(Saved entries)
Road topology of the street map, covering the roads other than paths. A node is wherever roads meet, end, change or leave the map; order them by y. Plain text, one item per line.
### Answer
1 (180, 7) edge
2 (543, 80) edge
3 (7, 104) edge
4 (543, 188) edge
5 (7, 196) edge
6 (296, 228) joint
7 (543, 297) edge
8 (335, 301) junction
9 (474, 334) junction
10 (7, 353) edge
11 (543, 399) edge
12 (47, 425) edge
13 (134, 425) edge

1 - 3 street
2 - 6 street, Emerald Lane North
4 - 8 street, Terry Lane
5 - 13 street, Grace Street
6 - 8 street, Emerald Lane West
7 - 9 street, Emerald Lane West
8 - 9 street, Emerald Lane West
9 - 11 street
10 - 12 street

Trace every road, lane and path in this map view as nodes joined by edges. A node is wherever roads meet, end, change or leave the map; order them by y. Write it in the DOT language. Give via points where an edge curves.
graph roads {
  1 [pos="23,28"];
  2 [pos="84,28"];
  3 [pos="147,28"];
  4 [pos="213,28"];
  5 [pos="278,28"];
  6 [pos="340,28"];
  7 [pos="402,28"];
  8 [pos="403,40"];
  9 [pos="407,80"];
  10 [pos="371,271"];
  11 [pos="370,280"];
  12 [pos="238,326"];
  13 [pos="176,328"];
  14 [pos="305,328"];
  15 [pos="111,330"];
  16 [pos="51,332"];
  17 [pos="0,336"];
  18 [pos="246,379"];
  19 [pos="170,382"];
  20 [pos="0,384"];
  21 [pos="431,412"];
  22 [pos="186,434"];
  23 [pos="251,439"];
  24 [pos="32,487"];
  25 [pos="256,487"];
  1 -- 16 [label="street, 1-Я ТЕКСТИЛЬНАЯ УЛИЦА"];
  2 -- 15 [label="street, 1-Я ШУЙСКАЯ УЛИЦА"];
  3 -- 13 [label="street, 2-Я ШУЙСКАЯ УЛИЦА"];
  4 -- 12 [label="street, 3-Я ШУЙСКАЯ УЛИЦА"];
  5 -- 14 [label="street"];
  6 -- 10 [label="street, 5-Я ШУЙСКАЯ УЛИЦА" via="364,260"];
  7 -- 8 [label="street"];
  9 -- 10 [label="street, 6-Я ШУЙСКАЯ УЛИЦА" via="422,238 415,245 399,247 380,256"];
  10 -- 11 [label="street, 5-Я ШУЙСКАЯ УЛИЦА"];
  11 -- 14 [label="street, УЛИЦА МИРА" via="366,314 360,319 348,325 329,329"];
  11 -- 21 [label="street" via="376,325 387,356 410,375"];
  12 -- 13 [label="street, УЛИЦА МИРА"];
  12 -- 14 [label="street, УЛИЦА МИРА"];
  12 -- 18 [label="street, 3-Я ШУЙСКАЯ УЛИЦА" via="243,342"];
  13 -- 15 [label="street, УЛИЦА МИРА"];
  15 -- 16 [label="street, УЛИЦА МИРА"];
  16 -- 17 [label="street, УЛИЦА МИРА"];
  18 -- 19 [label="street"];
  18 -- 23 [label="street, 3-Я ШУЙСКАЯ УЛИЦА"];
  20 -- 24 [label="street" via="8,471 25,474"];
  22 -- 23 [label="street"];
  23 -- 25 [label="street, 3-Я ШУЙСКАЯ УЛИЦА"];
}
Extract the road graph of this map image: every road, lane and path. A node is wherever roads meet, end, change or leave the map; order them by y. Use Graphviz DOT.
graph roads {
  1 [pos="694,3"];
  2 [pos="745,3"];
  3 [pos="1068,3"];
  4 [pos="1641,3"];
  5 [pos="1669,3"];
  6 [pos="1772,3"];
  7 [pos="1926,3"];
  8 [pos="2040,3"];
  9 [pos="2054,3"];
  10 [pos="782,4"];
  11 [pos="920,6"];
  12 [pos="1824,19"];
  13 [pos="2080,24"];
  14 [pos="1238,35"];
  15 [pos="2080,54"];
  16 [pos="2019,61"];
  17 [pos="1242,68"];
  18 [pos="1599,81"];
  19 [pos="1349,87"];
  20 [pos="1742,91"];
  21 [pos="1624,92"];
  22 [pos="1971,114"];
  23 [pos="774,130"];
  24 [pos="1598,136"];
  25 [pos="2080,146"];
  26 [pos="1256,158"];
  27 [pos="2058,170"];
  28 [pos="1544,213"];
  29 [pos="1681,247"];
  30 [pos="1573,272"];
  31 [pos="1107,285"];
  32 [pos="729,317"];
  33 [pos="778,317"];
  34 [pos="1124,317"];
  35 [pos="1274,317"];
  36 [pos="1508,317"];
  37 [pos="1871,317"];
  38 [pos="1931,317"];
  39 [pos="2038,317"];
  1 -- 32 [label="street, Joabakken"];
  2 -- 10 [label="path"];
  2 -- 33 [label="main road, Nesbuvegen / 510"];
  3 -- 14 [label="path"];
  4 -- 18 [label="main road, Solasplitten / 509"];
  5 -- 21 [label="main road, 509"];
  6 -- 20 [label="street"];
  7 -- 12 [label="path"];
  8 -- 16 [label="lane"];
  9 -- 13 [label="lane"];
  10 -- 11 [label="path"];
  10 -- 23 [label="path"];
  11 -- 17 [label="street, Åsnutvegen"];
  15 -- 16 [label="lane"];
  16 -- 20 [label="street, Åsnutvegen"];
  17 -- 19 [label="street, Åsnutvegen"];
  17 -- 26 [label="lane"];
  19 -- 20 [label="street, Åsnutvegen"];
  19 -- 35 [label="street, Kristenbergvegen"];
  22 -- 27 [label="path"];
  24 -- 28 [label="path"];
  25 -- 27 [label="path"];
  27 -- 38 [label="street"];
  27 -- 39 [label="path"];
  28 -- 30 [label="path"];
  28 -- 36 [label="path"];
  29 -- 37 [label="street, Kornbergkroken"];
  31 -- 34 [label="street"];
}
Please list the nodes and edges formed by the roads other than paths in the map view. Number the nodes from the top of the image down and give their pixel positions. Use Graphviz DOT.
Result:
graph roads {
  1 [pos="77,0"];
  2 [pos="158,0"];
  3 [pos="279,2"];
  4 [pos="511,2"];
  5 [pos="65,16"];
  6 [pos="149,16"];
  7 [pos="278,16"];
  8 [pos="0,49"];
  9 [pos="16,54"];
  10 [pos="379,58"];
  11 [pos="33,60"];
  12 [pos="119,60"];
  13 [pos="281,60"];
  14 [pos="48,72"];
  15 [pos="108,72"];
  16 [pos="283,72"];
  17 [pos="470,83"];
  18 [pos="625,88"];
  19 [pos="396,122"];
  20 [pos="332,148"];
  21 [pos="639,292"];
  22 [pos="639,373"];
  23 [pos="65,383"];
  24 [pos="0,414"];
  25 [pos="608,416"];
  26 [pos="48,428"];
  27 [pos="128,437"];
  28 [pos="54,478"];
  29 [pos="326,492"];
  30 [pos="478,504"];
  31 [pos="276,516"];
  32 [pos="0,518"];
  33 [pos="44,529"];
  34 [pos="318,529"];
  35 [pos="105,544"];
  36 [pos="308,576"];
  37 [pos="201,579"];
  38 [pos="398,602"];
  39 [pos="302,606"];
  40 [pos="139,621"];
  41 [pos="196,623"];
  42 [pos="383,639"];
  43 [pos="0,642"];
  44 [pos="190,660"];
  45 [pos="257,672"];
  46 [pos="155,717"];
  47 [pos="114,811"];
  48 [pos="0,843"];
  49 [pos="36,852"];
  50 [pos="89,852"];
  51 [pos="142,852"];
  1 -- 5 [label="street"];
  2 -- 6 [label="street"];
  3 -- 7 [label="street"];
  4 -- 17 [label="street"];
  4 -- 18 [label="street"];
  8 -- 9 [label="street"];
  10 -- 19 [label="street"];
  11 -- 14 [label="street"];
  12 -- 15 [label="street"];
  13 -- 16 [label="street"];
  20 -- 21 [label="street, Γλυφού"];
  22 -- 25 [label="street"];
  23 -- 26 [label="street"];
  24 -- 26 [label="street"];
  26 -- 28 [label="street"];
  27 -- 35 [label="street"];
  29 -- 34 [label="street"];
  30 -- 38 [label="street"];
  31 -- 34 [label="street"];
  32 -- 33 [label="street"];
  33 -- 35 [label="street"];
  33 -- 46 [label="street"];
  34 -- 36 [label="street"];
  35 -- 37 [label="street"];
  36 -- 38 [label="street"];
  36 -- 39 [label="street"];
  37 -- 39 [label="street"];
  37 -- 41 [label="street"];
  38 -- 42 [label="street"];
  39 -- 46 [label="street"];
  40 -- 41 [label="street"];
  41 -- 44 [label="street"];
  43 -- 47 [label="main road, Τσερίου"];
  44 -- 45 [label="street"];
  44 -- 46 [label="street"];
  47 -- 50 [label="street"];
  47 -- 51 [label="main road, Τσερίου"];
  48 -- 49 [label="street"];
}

§ Instructions to follow
Where a line of the data includes the string "meet", list that line.

§ Solution below
Road topology of the street map, covering the roads other than paths. A node is wherever roads meet, end, change or leave the map; order them by y. Plain text, one item per line.
Trace every road, lane and path in this map view as nodes joined by edges. A node is wherever roads meet, end, change or leave the map; order them by y. Write it in the DOT language. Give via points where an edge curves.
Extract the road graph of this map image: every road, lane and path. A node is wherever roads meet, end, change or leave the map; order them by y. Use Graphviz DOT.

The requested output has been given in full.